Direct context modulation in PRR and PMd independent of spatial tuning. a, Examples show a pro-preferring cell (left), which was continuously more active in the memory period of pro-trials than during anti-trials (R condition). In the anti-preferring cell (right), the contextual modulation appeared later (i.e., only ∼500 ms before the go cue). b, Distribution of DM across the neuron populations. In PRR (top) as in PMd (bottom), the distributions were unbiased (i.e., centered at zero). The distribution of DM in both areas was broader than that of the shuffled data (dashed line; σ_d > σ_s; Bartlett's test) indicating contextual modulation effects (all conventions are as in Fig. 3).

Summary of the strength and bias of contextual modulations in PRR (black) and PMd (gray). a, Strength of contextual modulations.
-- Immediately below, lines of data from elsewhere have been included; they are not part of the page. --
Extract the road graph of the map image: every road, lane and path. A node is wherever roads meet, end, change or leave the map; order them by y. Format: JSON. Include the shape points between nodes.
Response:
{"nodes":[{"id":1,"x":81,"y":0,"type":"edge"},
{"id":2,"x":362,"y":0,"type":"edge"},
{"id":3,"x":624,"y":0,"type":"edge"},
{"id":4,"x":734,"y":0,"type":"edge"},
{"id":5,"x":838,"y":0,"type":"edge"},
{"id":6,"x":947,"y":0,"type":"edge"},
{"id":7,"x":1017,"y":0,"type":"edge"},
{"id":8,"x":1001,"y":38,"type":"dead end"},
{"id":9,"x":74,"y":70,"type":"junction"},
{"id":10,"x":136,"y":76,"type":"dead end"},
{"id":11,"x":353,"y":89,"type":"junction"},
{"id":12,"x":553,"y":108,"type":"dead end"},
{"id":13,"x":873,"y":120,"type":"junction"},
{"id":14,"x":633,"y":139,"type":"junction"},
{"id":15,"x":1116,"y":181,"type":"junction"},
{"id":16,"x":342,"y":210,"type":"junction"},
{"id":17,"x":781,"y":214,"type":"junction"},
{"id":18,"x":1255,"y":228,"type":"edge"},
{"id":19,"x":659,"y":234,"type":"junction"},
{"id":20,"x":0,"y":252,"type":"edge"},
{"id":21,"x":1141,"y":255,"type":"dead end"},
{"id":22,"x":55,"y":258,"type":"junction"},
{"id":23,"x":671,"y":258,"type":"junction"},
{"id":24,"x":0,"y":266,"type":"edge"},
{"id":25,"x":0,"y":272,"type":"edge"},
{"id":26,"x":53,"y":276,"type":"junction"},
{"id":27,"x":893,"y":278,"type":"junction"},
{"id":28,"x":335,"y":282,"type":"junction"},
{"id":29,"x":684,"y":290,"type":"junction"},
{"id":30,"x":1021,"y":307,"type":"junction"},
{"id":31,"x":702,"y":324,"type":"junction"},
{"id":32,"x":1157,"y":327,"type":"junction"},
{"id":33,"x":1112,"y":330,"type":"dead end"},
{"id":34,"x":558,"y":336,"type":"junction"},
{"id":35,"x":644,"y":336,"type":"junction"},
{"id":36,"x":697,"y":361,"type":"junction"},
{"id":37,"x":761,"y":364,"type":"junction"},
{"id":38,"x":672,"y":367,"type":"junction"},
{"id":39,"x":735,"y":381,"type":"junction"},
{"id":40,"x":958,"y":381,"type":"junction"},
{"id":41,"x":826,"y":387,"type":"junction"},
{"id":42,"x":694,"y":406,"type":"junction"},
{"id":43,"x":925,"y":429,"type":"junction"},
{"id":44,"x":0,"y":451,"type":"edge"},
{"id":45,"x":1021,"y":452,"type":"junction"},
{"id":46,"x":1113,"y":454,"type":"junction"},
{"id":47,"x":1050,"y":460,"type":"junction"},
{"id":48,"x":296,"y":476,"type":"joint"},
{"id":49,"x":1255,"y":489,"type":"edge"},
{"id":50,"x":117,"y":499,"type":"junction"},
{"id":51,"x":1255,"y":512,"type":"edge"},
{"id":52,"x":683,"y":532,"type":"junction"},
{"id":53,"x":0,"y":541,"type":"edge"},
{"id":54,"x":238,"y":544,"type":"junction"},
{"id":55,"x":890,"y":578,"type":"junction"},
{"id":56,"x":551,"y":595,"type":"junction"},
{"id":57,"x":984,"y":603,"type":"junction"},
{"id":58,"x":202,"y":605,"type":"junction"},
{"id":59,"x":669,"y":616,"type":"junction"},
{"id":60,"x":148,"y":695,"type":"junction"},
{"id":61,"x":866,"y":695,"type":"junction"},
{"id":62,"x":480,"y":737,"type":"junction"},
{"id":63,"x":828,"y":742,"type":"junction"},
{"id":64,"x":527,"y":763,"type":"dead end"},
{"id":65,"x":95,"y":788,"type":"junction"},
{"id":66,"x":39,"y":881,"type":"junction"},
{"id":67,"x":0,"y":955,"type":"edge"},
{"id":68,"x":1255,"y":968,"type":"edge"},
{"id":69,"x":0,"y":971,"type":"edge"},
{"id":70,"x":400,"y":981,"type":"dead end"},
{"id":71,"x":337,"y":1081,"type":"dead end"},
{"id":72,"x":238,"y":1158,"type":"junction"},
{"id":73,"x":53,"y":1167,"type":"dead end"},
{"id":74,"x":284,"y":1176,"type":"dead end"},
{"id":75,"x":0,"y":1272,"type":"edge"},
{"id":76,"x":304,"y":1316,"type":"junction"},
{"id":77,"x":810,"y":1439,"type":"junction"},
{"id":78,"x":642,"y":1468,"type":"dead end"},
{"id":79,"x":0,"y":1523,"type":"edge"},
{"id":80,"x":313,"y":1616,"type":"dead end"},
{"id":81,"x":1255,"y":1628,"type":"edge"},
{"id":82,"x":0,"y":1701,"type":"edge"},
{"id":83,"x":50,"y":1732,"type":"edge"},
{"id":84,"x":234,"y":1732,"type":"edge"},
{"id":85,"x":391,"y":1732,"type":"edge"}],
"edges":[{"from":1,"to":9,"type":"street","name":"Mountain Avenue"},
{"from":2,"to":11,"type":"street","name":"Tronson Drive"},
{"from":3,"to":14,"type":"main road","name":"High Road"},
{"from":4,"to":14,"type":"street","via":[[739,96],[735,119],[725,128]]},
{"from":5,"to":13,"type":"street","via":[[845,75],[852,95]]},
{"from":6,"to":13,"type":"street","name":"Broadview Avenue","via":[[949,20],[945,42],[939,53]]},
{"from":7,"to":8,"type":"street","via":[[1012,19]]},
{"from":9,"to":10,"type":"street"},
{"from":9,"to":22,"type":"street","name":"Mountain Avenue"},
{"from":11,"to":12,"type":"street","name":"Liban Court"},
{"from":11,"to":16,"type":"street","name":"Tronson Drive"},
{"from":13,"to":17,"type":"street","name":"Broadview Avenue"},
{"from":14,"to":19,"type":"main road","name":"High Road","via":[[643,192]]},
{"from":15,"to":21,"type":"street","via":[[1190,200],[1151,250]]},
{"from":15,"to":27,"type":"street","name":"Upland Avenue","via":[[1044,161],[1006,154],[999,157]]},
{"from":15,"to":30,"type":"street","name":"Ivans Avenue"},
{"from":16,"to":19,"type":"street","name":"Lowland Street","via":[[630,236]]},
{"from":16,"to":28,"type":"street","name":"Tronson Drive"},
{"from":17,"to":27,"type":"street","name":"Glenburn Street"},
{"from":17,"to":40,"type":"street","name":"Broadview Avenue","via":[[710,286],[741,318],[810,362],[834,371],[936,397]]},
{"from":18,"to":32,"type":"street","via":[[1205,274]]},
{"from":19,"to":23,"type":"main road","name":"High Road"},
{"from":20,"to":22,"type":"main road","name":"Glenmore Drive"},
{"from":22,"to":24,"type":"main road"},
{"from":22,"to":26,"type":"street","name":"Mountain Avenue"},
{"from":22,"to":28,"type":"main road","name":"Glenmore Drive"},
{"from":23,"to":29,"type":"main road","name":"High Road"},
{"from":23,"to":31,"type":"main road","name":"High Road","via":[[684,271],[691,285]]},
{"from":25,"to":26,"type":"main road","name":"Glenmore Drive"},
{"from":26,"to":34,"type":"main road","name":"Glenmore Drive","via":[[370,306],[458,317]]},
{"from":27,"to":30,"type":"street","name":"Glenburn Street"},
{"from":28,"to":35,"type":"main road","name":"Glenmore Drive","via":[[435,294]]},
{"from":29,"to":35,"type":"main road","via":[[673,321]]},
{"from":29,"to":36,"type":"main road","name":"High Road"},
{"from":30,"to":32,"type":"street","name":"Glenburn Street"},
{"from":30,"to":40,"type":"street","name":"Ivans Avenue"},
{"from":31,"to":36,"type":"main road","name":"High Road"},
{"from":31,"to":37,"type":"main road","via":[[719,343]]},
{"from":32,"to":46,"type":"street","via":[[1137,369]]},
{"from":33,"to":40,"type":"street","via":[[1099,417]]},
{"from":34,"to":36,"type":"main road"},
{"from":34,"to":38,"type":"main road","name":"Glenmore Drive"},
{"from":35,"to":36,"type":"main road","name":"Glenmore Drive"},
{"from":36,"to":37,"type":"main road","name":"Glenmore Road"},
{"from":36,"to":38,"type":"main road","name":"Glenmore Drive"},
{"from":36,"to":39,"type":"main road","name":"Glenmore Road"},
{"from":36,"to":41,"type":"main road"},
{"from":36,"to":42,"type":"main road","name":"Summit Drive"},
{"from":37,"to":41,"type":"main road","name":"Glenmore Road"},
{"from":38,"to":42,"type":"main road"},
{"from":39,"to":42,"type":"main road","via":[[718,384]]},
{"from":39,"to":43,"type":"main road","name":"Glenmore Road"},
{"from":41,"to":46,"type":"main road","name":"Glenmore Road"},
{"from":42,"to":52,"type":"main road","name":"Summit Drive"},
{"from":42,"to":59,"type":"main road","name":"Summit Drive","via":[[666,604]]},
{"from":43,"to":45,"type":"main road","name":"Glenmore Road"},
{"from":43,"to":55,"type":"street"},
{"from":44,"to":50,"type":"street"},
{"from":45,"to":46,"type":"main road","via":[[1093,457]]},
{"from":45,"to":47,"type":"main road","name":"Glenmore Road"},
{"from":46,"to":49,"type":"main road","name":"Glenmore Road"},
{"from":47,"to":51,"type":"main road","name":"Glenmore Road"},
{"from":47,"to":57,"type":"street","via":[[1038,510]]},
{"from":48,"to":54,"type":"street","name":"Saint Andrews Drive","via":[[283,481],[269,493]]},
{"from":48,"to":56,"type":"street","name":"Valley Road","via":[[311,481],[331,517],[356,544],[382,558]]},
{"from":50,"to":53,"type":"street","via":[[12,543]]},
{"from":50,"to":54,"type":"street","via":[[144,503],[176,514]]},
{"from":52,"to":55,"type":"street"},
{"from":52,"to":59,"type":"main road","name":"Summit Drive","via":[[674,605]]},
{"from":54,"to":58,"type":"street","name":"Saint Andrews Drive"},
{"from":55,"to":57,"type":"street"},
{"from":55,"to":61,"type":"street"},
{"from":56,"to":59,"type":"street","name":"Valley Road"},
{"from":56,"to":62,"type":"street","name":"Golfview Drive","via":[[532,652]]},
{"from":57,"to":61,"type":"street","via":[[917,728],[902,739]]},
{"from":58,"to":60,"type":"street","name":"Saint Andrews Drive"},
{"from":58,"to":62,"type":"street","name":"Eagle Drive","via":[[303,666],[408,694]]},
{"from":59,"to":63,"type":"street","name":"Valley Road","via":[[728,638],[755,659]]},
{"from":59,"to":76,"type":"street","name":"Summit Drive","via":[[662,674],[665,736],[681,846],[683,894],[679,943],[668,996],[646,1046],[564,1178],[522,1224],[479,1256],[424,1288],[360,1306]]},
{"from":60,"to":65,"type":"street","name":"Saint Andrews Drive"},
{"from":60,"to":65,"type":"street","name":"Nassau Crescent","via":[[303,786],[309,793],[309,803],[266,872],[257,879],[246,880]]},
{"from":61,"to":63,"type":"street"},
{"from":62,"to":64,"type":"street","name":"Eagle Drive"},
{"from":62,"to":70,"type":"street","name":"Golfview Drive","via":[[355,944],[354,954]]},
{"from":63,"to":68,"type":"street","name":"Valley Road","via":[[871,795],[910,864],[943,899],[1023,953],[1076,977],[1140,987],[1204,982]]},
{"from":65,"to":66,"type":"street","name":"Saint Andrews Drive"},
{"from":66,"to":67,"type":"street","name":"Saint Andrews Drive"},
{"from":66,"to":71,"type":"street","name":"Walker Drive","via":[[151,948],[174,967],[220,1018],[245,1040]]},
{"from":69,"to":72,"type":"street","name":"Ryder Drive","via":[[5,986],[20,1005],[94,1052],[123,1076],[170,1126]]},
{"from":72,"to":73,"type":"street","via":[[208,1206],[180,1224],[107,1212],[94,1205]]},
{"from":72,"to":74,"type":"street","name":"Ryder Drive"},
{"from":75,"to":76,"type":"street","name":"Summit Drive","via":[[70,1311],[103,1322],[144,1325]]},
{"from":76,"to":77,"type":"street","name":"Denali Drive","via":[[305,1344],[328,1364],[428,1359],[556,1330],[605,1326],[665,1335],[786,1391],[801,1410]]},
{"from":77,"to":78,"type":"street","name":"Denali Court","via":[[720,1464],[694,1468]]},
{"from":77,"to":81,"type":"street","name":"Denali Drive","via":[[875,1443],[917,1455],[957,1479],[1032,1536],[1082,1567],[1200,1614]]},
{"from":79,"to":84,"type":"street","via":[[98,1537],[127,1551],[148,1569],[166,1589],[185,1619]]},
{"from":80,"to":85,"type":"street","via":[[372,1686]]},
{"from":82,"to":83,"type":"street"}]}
Both areas showed contextual modulations of all three types (GM, SM, and DM; Bartlett's test; significance levels are as in Fig. 3), with GM being the strongest. The σ ratio indicates the width of the distribution of modulation indices relative to the width of the distribution of the shuffled data (see Materials and Methods) (Figs. 3⇑–5). b, Pro/anti bias in the population mean. PRR and PMd showed complementary pro/anti biases in the mean contextual gain and selectivity modulation (GM and SM; mean ± SEM; t test). c, Pro/anti bias in the number of modulated neurons. The relative number of neurons with a propreference versus an antipreference was higher in PRR for GM and SM, but balanced otherwise (χ² test).